Could you transcribe the entries below exactly, without any of the pictures?

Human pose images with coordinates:
== Segment start ==

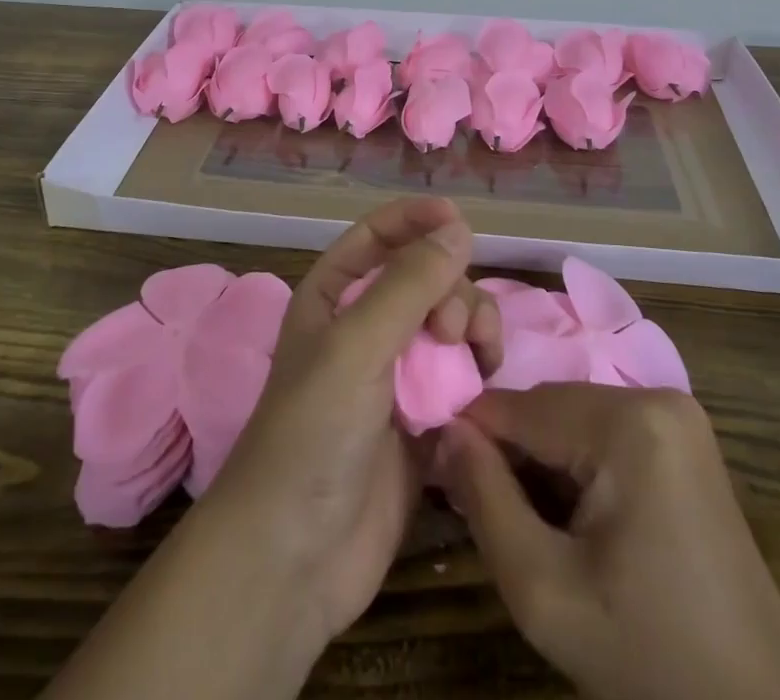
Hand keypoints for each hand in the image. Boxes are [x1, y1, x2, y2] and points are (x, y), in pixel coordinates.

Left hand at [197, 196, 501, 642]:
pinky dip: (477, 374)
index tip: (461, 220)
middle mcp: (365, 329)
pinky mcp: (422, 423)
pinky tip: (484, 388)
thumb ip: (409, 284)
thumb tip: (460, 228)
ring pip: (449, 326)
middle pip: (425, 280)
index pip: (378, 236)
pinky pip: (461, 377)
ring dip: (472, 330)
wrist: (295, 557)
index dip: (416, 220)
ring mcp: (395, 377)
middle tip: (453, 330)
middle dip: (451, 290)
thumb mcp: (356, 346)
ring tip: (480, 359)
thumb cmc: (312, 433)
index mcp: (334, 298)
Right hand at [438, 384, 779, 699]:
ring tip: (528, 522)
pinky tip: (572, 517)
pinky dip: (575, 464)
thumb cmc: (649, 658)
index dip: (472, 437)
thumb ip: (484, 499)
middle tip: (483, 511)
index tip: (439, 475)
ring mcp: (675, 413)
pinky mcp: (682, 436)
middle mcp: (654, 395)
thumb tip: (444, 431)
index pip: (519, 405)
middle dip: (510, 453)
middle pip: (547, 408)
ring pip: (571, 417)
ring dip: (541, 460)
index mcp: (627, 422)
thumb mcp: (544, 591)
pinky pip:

== Segment end ==

▶ **Solution for this task**:
Hand keypoints for each hand in the image. Boxes are [x1, y1, x2, y2] and points are (x, y), in pixel coordinates.

Left hand at [197, 196, 501, 642]:
pinky dip: (477, 374)
index tip: (461, 220)
middle mcp: (365, 329)
pinky mcp: (422, 423)
pinky tip: (484, 388)
thumb ip: (409, 284)
thumb tip: (460, 228)
ring pip: (449, 326)
middle pip: (425, 280)
index pip: (378, 236)
pinky pip: (461, 377)
ring dip: (472, 330)
wrist: (295, 557)
index dip: (416, 220)
ring mcp: (395, 377)
middle tip: (453, 330)
middle dip: (451, 290)
thumb mcp: (356, 346)
ring tip: (480, 359)
thumb cmc: (312, 433)
index mcp: (334, 298)
Right hand at [438, 384, 779, 699]:
ring tip: (528, 522)
pinky tip: (572, 517)
pinky dip: (575, 464)
thumb cmc: (649, 658)
index dip: (472, 437)
thumb ip: (484, 499)
middle tip: (483, 511)
index tip: (439, 475)
ring mcp: (675, 413)
pinky mcp: (682, 436)
middle mcp: (654, 395)
thumb tip: (444, 431)
index pip: (519, 405)
middle dip: (510, 453)
middle pip: (547, 408)
ring pip: (571, 417)
ring dip: (541, 460)
index mcp: (627, 422)
thumb mcp: (544, 591)
pinky pip:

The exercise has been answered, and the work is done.